═══ INFORMATION PROVIDED

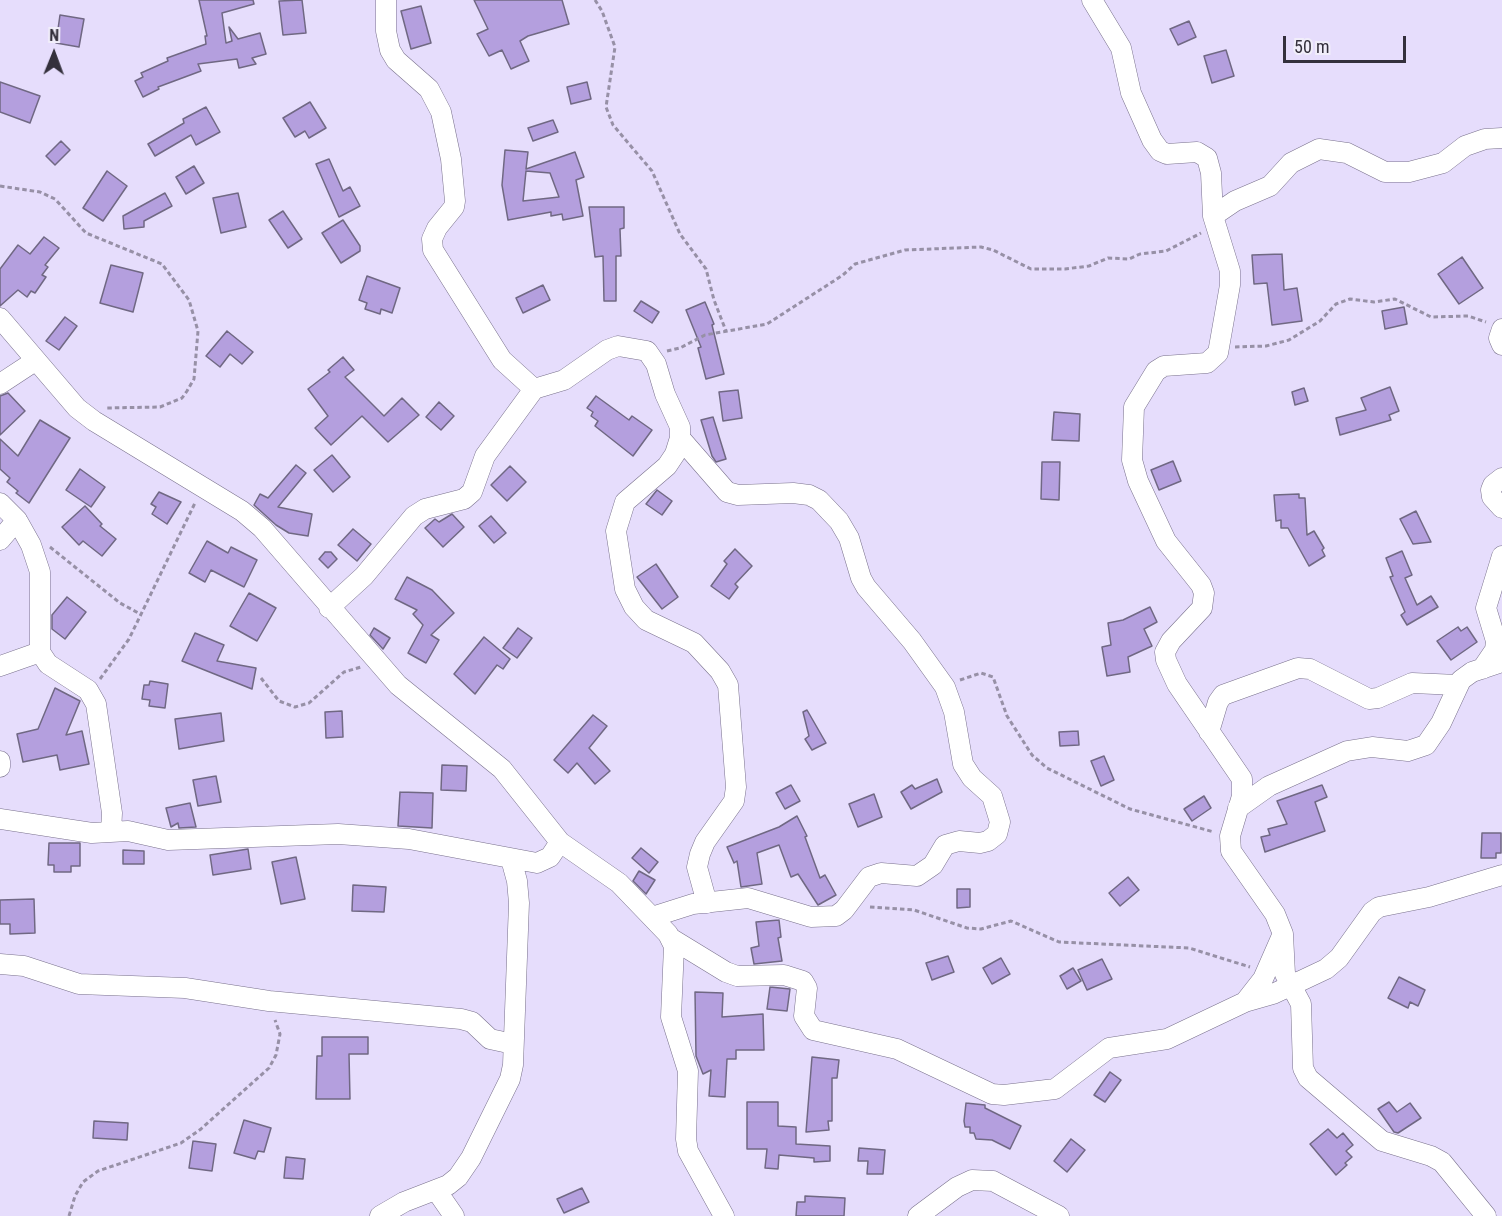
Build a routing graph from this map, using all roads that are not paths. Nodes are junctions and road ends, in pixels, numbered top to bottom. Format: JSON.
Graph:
{"nodes":[{"id":1,"x":386,"y":0,"type":"edge"},
{"id":2,"x":1092,"y":0,"type":"edge"},
{"id":3,"x":1502,"y":138,"type":"edge"},
{"id":4,"x":1215,"y":220,"type":"junction"},
{"id":5,"x":0,"y":318,"type":"edge"},
{"id":6,"x":1498,"y":326,"type":"edge"},
{"id":7,"x":1502,"y":345,"type":"edge"},
{"id":8,"x":35,"y":361,"type":"junction"},
{"id":9,"x":0,"y":384,"type":"edge"},
{"id":10,"x":534,"y":389,"type":"junction"},
{"id":11,"x":680,"y":438,"type":"junction"},
{"id":12,"x":1502,"y":478,"type":"edge"},
{"id":13,"x":0,"y":503,"type":"edge"},
{"id":14,"x":1502,"y":508,"type":"edge"},
{"id":15,"x":17,"y":520,"type":"junction"},
{"id":16,"x":0,"y":540,"type":"edge"},
{"id":17,"x":1502,"y":556,"type":"edge"},
{"id":18,"x":329,"y":608,"type":"junction"},
{"id":19,"x":40,"y":652,"type":"junction"},
{"id":20,"x":1502,"y":662,"type":"edge"},
{"id":21,"x":0,"y":666,"type":"edge"},
{"id":22,"x":1482,"y":669,"type":"junction"},
{"id":23,"x":1458,"y":685,"type":"junction"},
{"id":24,"x":1209,"y":732,"type":"junction"},
{"id":25,"x":0,"y":761,"type":"edge"},
{"id":26,"x":0,"y":767,"type":"edge"},
{"id":27,"x":1238,"y":808,"type":"junction"},
{"id":28,"x":0,"y":819,"type":"edge"},
{"id":29,"x":111,"y":832,"type":"junction"},
{"id":30,"x":560,"y":842,"type":"junction"},
{"id":31,"x":510,"y":859,"type":"junction"},
{"id":32,"x":1502,"y":875,"type":"edge"},
{"id":33,"x":707,"y":903,"type":"junction"},
{"id":34,"x":652,"y":917,"type":"junction"},
{"id":35,"x":1283,"y":934,"type":"junction"},
{"id":36,"x":672,"y":939,"type":"junction"},
{"id":37,"x":0,"y":964,"type":"edge"},
{"id":38,"x":1293,"y":986,"type":"junction"},
{"id":39,"x":1245,"y":1002,"type":"junction"},
{"id":40,"x":513,"y":1044,"type":"junction"},
{"id":41,"x":436,"y":1191,"type":"junction"},
{"id":42,"x":380,"y":1216,"type":"edge"},
{"id":43,"x":454,"y":1216,"type":"edge"},
{"id":44,"x":724,"y":1216,"type":"edge"},
{"id":45,"x":918,"y":1216,"type":"edge"},
{"id":46,"x":1059,"y":1216,"type":"edge"},
{"id":47,"x":1486,"y":1216,"type":"edge"}],
"edges":[{"from":1,"to":10,"type":"street"},
{"from":2,"to":4,"type":"street"},
{"from":3,"to":4,"type":"street"},
{"from":4,"to":24,"type":"street"},
{"from":5,"to":8,"type":"street"},
{"from":6,"to":7,"type":"street"},
{"from":8,"to":9,"type":"street"},
{"from":8,"to":18,"type":"street"},
{"from":10,"to":11,"type":"street"},
{"from":10,"to":18,"type":"street"},
{"from":11,"to":33,"type":"street"},
{"from":11,"to":33,"type":"street"},
{"from":12,"to":14,"type":"street"},
{"from":13,"to":15,"type":"street"},
{"from":15,"to":16,"type":"street"},
{"from":15,"to":19,"type":"street"},
{"from":17,"to":22,"type":"street"},
{"from":18,"to":30,"type":"street"},
{"from":19,"to":21,"type":"street"},
{"from":19,"to":29,"type":"street"},
{"from":20,"to":22,"type":"street"},
{"from":22,"to":23,"type":"street"},
{"from":23,"to":24,"type":"street"},
{"from":23,"to":27,"type":"street"},
{"from":24,"to":27,"type":"street"},
{"from":25,"to":26,"type":"street"},
{"from":27,"to":35,"type":"street"},
{"from":28,"to":29,"type":"street"},
{"from":29,"to":31,"type":"street"},
{"from":30,"to":31,"type":"street"},
{"from":30,"to":34,"type":"street"},
{"from":31,"to":40,"type":"street"},
{"from":32,"to":38,"type":"street"},
{"from":33,"to":34,"type":"street"},
{"from":34,"to":36,"type":"street"},
{"from":35,"to":38,"type":"street"},
{"from":35,"to":39,"type":"street"},
{"from":36,"to":39,"type":"street"},
{"from":36,"to":44,"type":"street"},
{"from":37,"to":40,"type":"street"},
{"from":38,"to":39,"type":"street"},
{"from":38,"to":47,"type":"street"},
{"from":40,"to":41,"type":"street"},
{"from":41,"to":42,"type":"street"},
{"from":41,"to":43,"type":"street"},
{"from":45,"to":46,"type":"street"}]}
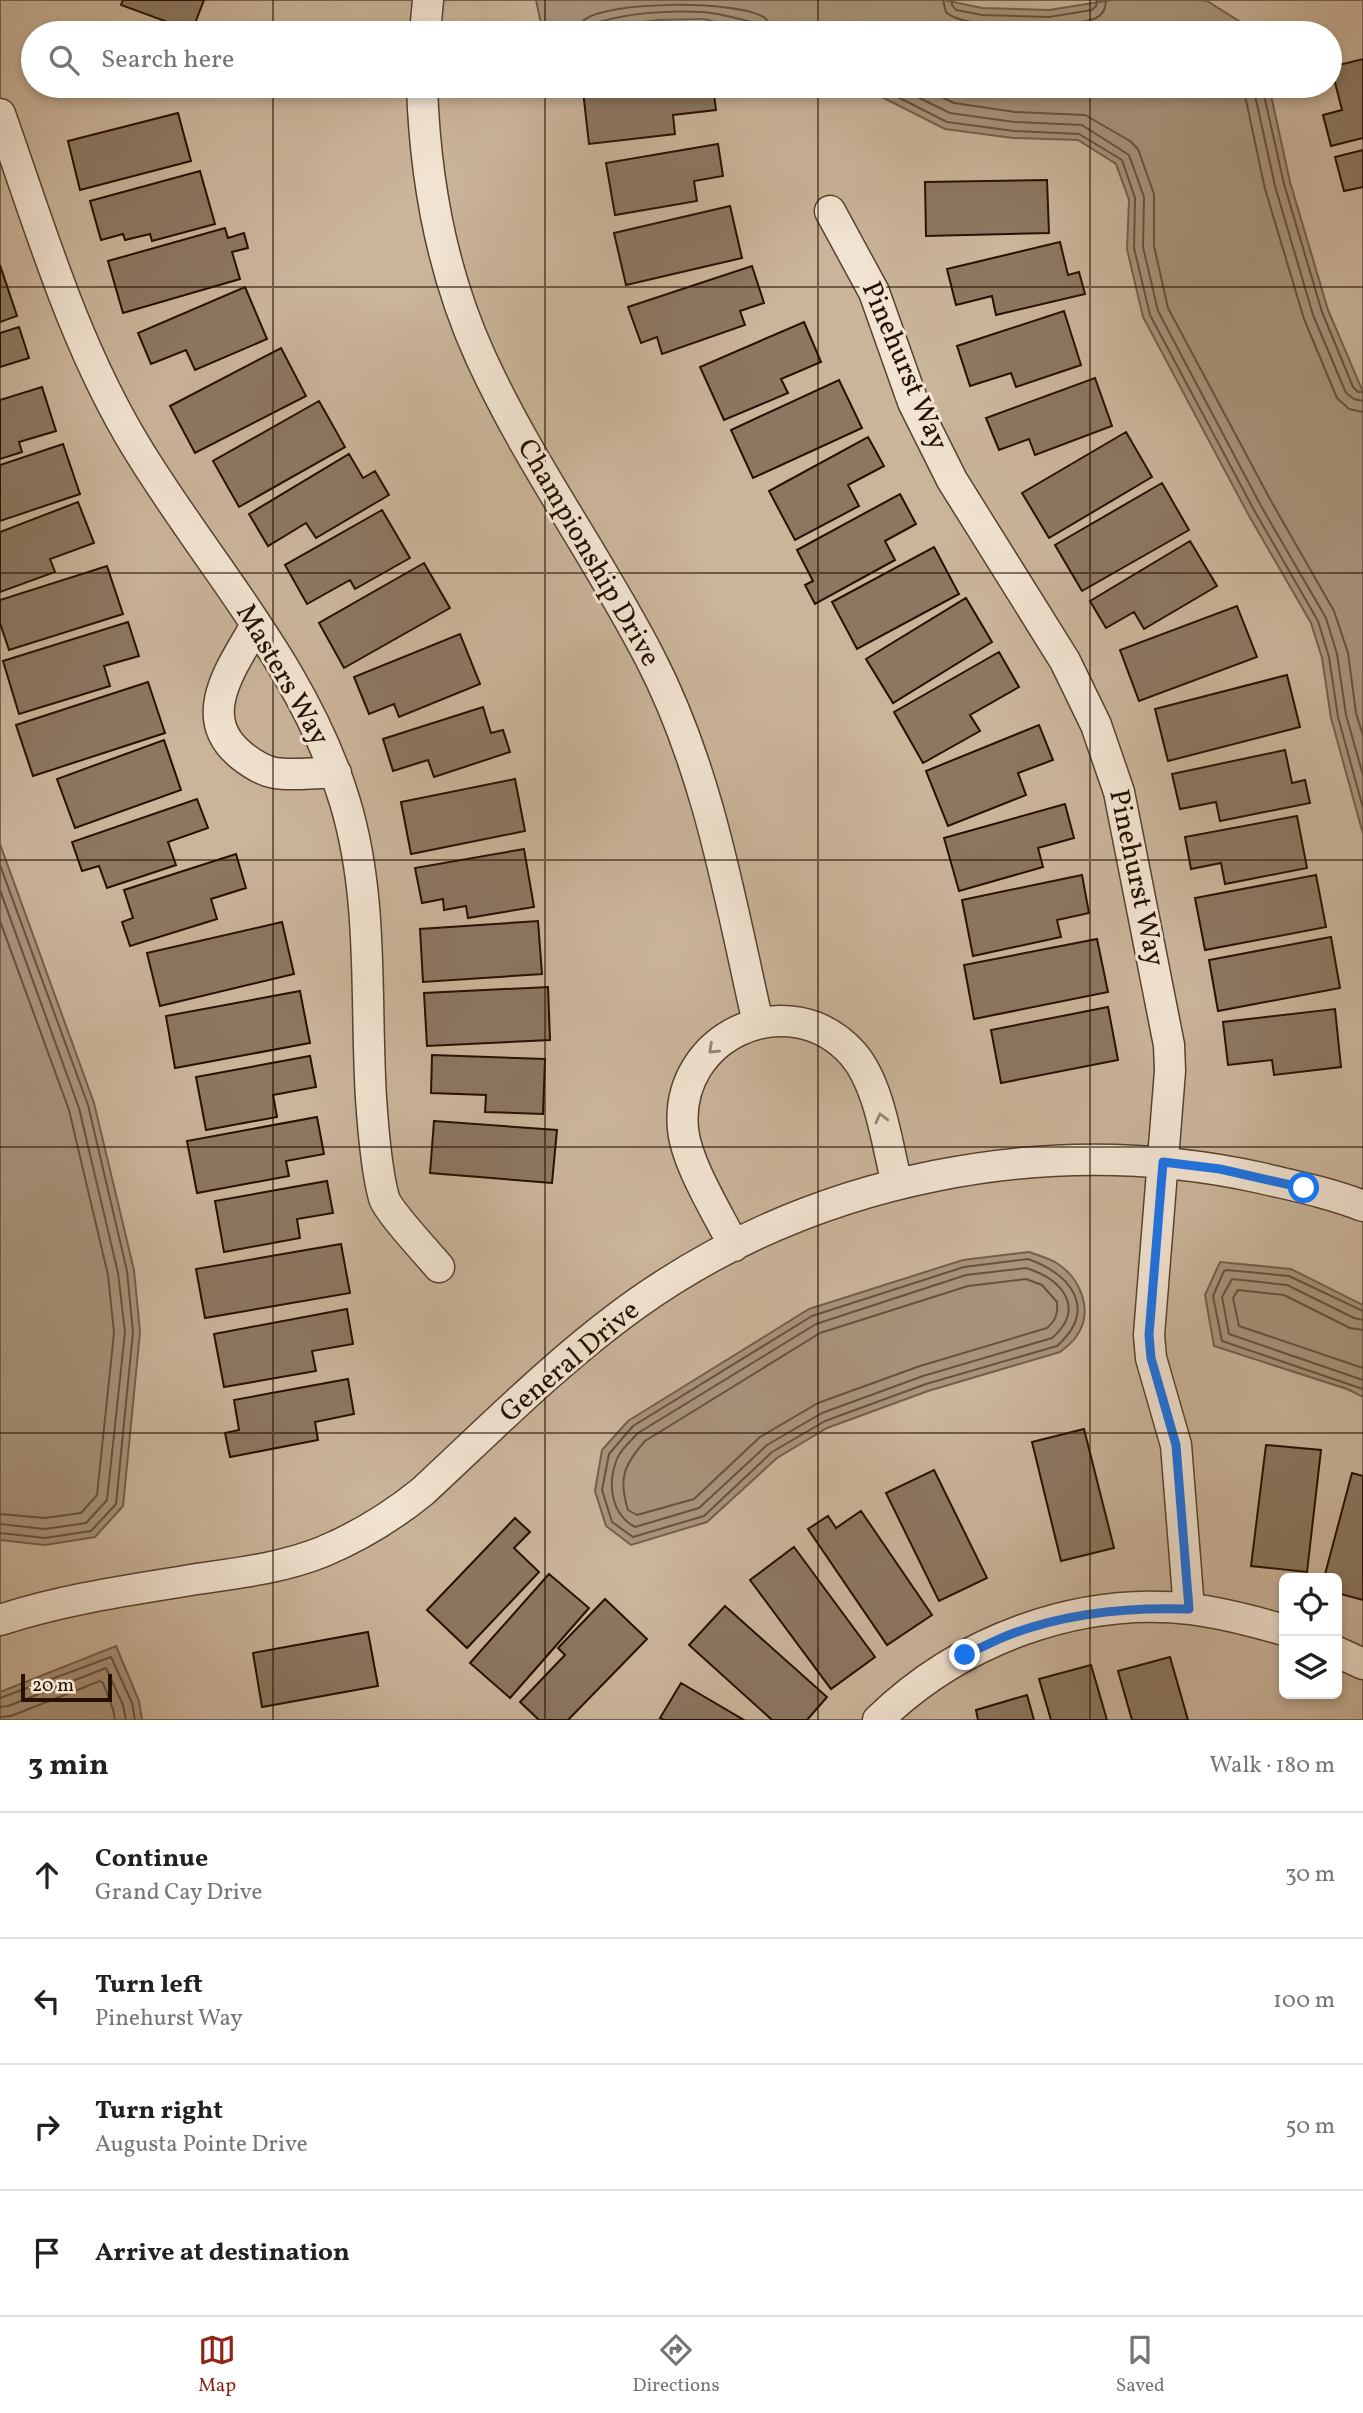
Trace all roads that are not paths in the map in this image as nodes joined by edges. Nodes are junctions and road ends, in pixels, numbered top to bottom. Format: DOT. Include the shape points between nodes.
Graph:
graph roads {
  1 [pos="428,0"];
  2 [pos="426,21"];
  3 [pos="422,98"];
  4 [pos="0,114"];
  5 [pos="830,211"];
  6 [pos="256,625"];
  7 [pos="335,773"];
  8 [pos="758,1023"];
  9 [pos="1163,1162"];
  10 [pos="897,1184"];
  11 [pos="1363,1206"];
  12 [pos="734,1246"];
  13 [pos="439,1267"];
  14 [pos="1189,1609"];
  15 [pos="0,1620"];
  16 [pos="1279,1628"];
  17 [pos="1342,1654"];
  18 [pos="1363,1664"];
  19 [pos="878,1720"];
  1 -- 2 [label="street"];
  3 -- 8 [label="street, Championship Drive" via="434,211 453,286 505,406 650,659 685,734 710,814"];
  4 -- 6 [label="street, Masters Way" via="77,330 110,403"];
  5 -- 9 [label="street, Pinehurst Way" via="874,292 913,402 952,480 1065,661 1096,725 1119,792 1165,1020 1170,1071"];
  6 -- 7 [label="street, Masters Way" via="302,697"];
  6 -- 7 [label="street" via="226,680 218,705 220,728 232,748 275,773"];
  7 -- 13 [label="street, Masters Way" via="361,872 373,1126 385,1201"];
  10 -- 8 [label="street, one-way" via="875,1095 853,1054 836,1038 803,1023"];
  8 -- 12 [label="street, one-way" via="732,1033 706,1055 688,1084 682,1107 688,1153"];
  9 -- 10 [label="street, General Drive" via="1023,1163"];
  9 -- 11 [label="street, General Drive" via="1232,1172"];
  9 -- 14 [label="street, Pinehurst Way" via="1149,1335 1151,1358 1176,1445"];
  10 -- 12 [label="street, General Drive" via="816,1209"];
  12 -- 15 [label="street, General Drive" via="637,1304 570,1356 422,1492 360,1535 272,1567 84,1597"];
  14 -- 16 [label="street"];
  14 -- 19 [label="street" via="1116,1609 1013,1633 965,1655 920,1684"];
  17 -- 18 [label="street"];
}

══════

= EXERCISE DIRECTIONS =
Count the lines above that include the word "edges". Reply with that number alone.

= TASK RESPONSE =
2